One might not relent to question the value of the human intellect and what it is all about. However, human intellect bestows its subject with the power of reason – ratio or intelligence. And this, therefore, distinguishes   the man, homo sapiens, as that thinking or wise individual from other evolutionary categorization of humans as  in homo erectus

[ standing  man], homo habilis  etc. Also, it plays an important role in every  human make-up.

According to Prof Copleston,  [1963] reason “ has primarily a biological function. If one may so speak, Nature intends it as an instrument for satisfying the needs of a more highly complicated and developed organism than that of animals.”1

One would not to a greater extent question the insatiability of the human needs and desires. And could one as well question the philosophy of Arthur Schopenhauer that man and his world are virtually the Will, the blind desire, and representation. Every satisfaction presupposes a desire, and the latter seeks to attend the former in a logical dialectics. So, then, as man wangles in his eternal and insatiable desires, he immerses himself in it and becomes the Will as Schopenhauer opined.

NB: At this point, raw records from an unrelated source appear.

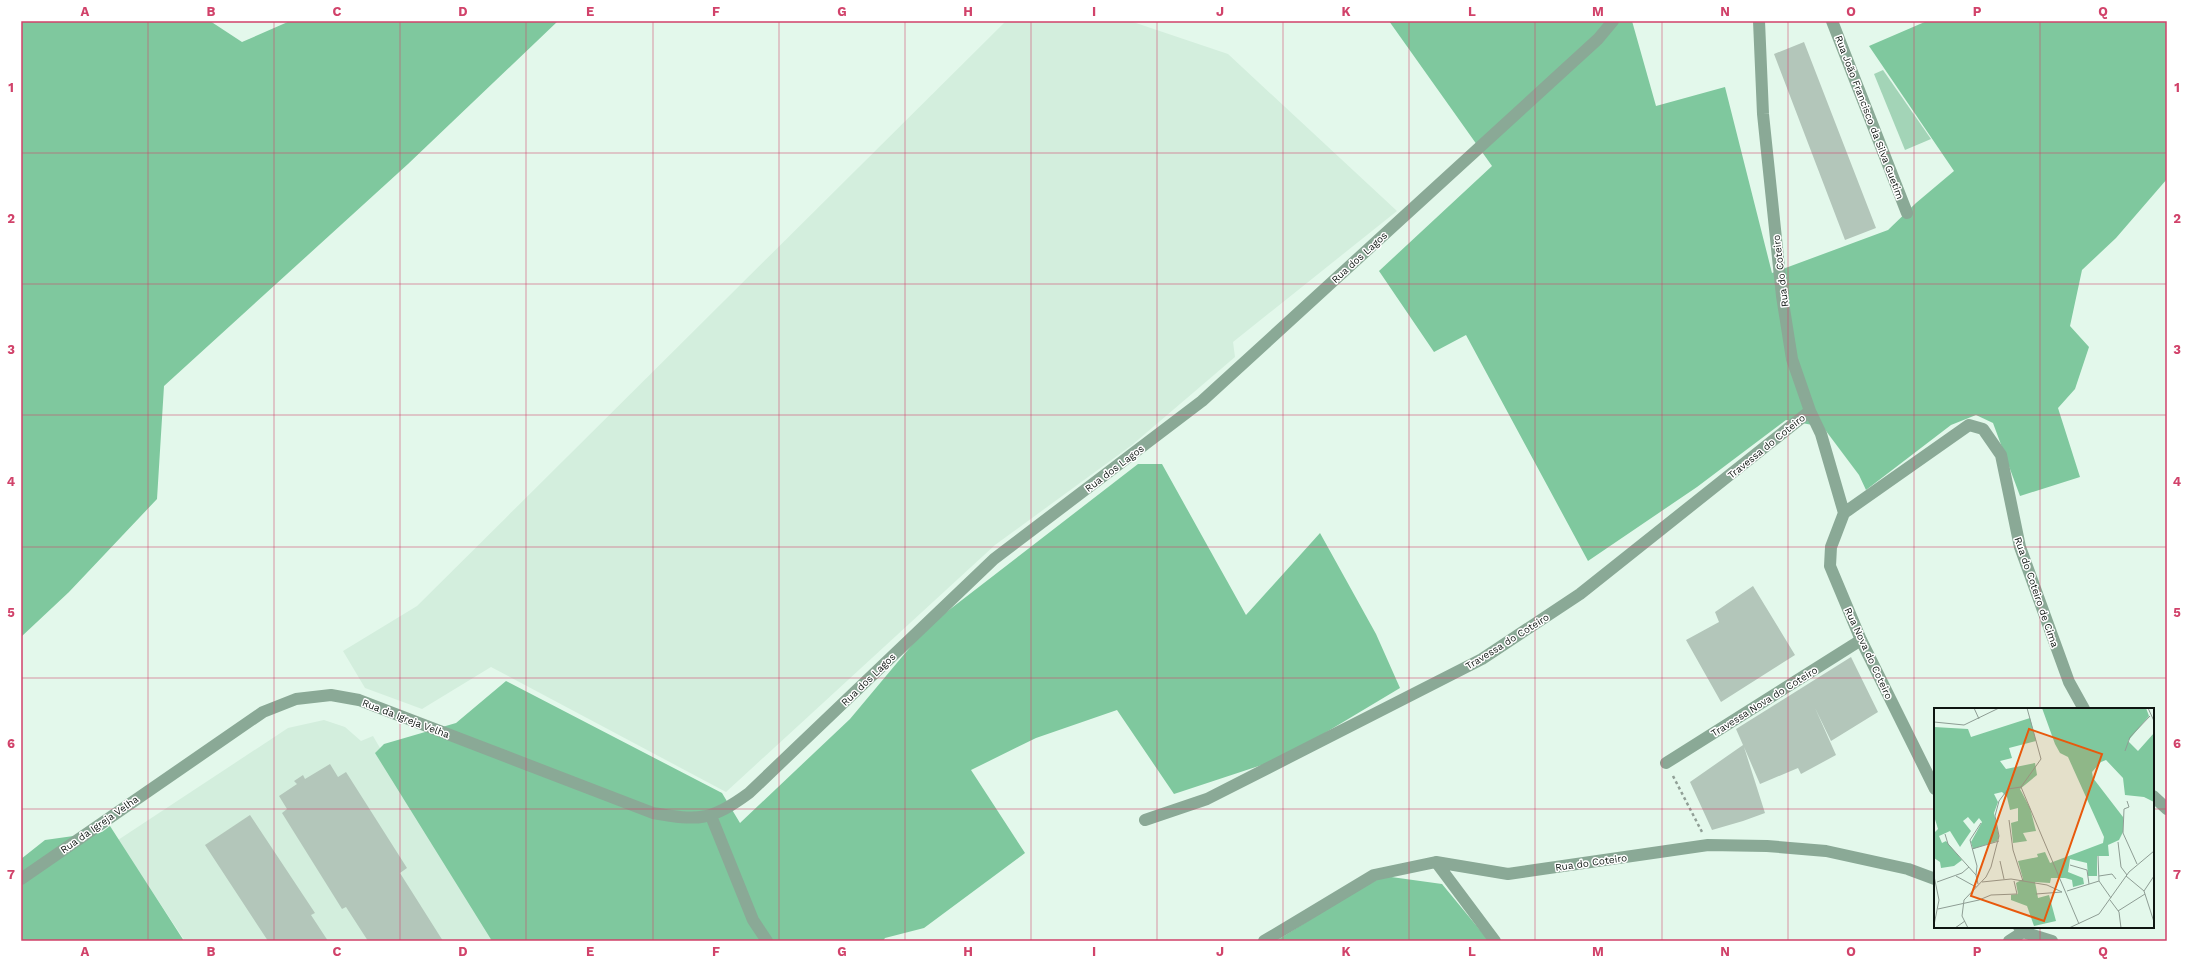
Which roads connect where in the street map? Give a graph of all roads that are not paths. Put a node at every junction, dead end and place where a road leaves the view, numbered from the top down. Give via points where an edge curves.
1 (1613, 21) edge
2 (1759, 21) edge
3 (1832, 21) edge
4 (1907, 213) dead end
5 (1810, 411) junction
6 (1844, 513) junction
7 (1861, 640) junction
8 (2083, 708) edge
9 (1666, 763) road end
10 (1934, 787) edge
11 (2154, 797) edge
12 (2167, 809) edge
13 (711, 816) junction
14 (1145, 820) dead end
15 (1436, 862) junction
16 (21, 879) edge
17 (1934, 879) edge
18 (2021, 929) edge
19 (767, 941) edge
20 (1264, 941) edge
21 (1495, 941) edge
22 (2009, 941) edge
23 (2052, 941) edge

1 - 13 street, Rua dos Lagos via 1592,44 1202,401 994,559 749,793
2 - 5 street, Rua do Coteiro via 1762,114 1782,296 1792,359
3 - 4 street, Rua João Francisco da Silva Guetim
5 - 6 street, Rua do Coteiro via 1821,434
5 - 14 street, Travessa do Coteiro via 1580,594 1482,659 1207,799
6 - 7 street, Rua Nova do Coteiro via 1831,547 1830,566
6 - 8 street, Rua do Coteiro de Cima via 1969,425 1983,429 2001,455 2020,547 2070,682
7 - 9 street, Travessa Nova do Coteiro
7 - 10 street, Rua Nova do Coteiro
11 - 12 street
13 - 16 street, Rua da Igreja Velha via 684,819 653,813 359,700 331,695 296,699 263,712
13 - 19 street via 753,920
15 - 17 street, Rua do Coteiro via 1508,874 1708,846 1767,846 1826,851 1908,869
15 - 20 street, Rua do Coteiro via 1374,875
15 - 21 street
18 - 22 street
18 - 23 street

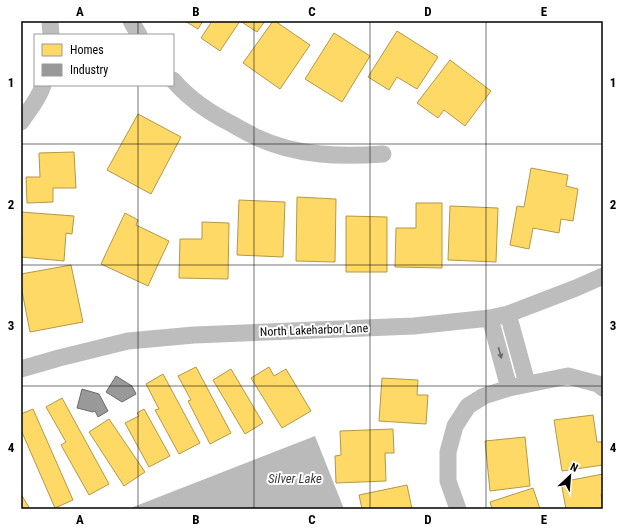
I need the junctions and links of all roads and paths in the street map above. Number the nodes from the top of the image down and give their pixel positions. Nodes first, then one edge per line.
1 (50, 21) edge
2 (131, 21) edge
3 (51, 34) edge
4 (138, 34) edge
5 (174, 81) edge
6 (43, 86) edge
7 (21, 122) edge
8 (383, 154) dead end
9 (603, 276) edge
10 (508, 314) junction
11 (490, 318) junction
12 (21, 369) edge
13 (526, 384) junction
14 (509, 388) junction
15 (603, 388) edge
16 (458, 509) edge

1 - 3 street
2 - 4 street
5 - 8 street
6 - 7 street
9 - 10 street, North Lakeharbor Lane
10 - 11 street, North Lakeharbor Lane
10 - 13 street
11 - 12 street, North Lakeharbor Lane
11 -> 14 street
13 - 14 street
13 - 15 street
14 - 16 street

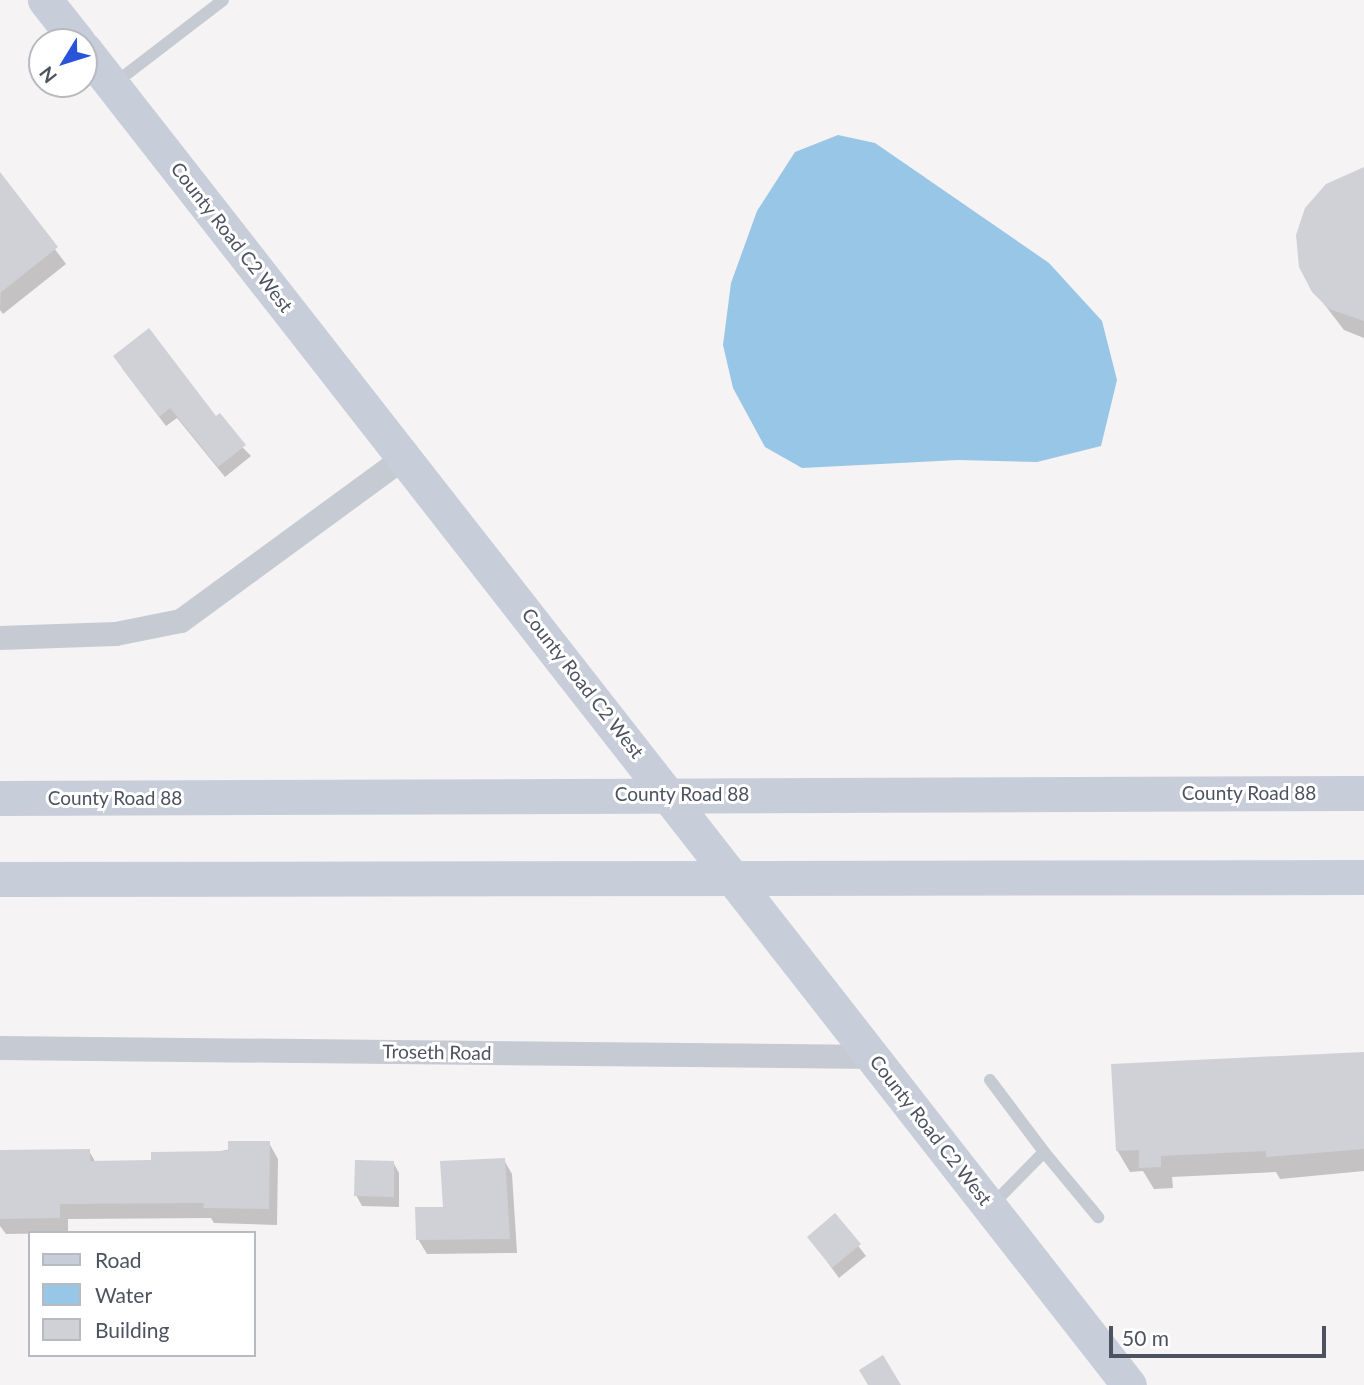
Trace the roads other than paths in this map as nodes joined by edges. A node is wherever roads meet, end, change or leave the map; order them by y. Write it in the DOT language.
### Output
graph roads {
  1 [pos="45,0"];
  2 [pos="223,0"];
  3 [pos="67,28"];
  4 [pos="98,68"];
  5 [pos="112,85"];
  6 [pos="405,457"];
  7 [pos="0,638"];
  8 [pos="1364,793"];
  9 [pos="670,794"];
  10 [pos="0,798"];
  11 [pos="1364,877"];
  12 [pos="735,878"];
  13 [pos="0,879"];
  14 [pos="0,1048"];
  15 [pos="874,1057"];
  16 [pos="990,1080"];
  17 [pos="1044,1152"];
  18 [pos="990,1206"];
  19 [pos="1098,1217"];
  20 [pos="1129,1385"];
  1 -- 3 [label="main road"];
  2 -- 5 [label="lane"];
  4 -- 5 [label="main road, County Road C2 West"];
  5 -- 6 [label="main road, County Road C2 West"];
  6 -- 7 [label="street"];
  6 -- 9 [label="main road, County Road C2 West"];
  8 -- 9 [label="main road, County Road 88"];
  9 -- 10 [label="main road, County Road 88"];
  9 -- 12 [label="main road, County Road C2 West"];
  11 -- 12 [label="main road"];
  12 -- 13 [label="main road"];
  12 -- 15 [label="main road, County Road C2 West"];
  14 -- 15 [label="street, Troseth Road"];
  15 -- 18 [label="main road, County Road C2 West"];
  16 -- 17 [label="lane"];
  17 -- 18 [label="lane"];
  17 -- 19 [label="lane"];
  18 -- 20 [label="main road, County Road C2 West"];
}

Consequently, human intellect could be seen as a liberator, a key to human freedom, and emancipation. Schopenhauer [1788] espoused it well that though intellect is by its nature, the servant of the Will, it is capable in man of developing to such an extent that it can achieve its objectivity. That is to say, “that though man’s mind is in the first instance, an instrument for satisfying His bodily needs, it can develop a kind of surplus energy which sets it free at least temporarily, from the service of desire” [1]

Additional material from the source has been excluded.